フォン・ドボーは、朝八時に皇宮に入り、夕方六時に皇宮から出てくる。

襲撃されるまで、このペースで活動していたが、襲撃されて以降は『龍泉邸』に引き籠っていたらしい。

それが、涼とアベルの護衛がついたことによって、護衛兵を率いるウェイ・フォンから、元の活動スケジュールに戻す許可が下りたそうだ。


「ウェイ・フォンさんが、一番の権力者……」

「うん、リョウ、そういう事は思ったとしても口に出してはダメだ」

涼の言葉をたしなめるアベル。


「俺も、ハインライン侯がダメだと言ったら、させてもらえなかった……」

「それは宰相閣下の方が、アベルよりも立場が上なだけでしょう?」

「俺……国王だったんだが……」

「国王なんてただの神輿(みこし)です、担がれているだけなのです。

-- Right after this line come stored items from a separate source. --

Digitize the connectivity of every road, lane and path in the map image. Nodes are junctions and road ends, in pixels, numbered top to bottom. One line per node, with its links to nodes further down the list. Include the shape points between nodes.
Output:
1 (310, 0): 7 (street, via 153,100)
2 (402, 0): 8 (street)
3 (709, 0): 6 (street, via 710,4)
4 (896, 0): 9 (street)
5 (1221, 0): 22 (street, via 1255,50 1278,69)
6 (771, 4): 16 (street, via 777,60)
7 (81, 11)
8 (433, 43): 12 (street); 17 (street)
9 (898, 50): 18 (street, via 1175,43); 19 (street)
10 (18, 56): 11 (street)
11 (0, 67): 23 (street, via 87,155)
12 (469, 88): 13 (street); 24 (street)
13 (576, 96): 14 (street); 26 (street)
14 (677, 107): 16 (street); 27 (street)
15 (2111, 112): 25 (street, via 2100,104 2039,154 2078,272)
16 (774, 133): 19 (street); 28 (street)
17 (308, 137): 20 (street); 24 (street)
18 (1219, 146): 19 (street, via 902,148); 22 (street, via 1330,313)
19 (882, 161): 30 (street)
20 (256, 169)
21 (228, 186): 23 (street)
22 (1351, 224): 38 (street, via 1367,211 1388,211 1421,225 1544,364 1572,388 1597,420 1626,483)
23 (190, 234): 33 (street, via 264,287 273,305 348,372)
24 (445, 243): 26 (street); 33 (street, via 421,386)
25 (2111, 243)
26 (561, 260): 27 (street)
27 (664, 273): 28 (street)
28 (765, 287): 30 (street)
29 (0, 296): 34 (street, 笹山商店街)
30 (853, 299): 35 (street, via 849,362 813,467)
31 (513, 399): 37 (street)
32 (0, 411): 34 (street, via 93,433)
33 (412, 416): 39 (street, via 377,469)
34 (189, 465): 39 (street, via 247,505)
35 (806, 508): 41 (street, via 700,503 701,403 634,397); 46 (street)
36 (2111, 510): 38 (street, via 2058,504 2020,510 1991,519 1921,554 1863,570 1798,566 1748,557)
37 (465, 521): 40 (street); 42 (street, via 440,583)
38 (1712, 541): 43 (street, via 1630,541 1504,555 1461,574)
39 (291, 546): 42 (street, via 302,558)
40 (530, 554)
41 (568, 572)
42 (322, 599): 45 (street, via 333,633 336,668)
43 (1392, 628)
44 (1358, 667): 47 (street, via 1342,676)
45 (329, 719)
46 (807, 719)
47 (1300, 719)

勘違いしてはいけないと思います」

「そうか……勘違いか」


国王陛下も苦労していたらしい。



二人が護衛依頼を受けて三日目。

二人を含めた護衛一行は、皇宮の外にある待機所にいる。

簡単に言えば、主人が皇宮の中に入っている間、護衛や供の者たちが待っている場所だ。


下級官吏であれば、供の者などいないが、フォン・ドボーのような領主、あるいは上級官吏となるとそうではない。

いわゆる『シタイフ層』と呼ばれる者たちだ。

シタイフ層は、それなりの数がおり、供回りの者たちの数もかなりのものになる。


今回のような、皇子正妃の婚礼がある場合は、皇宮に詰める人数は激増する。

当然、皇宮の外で待つ者たちの数も激増する。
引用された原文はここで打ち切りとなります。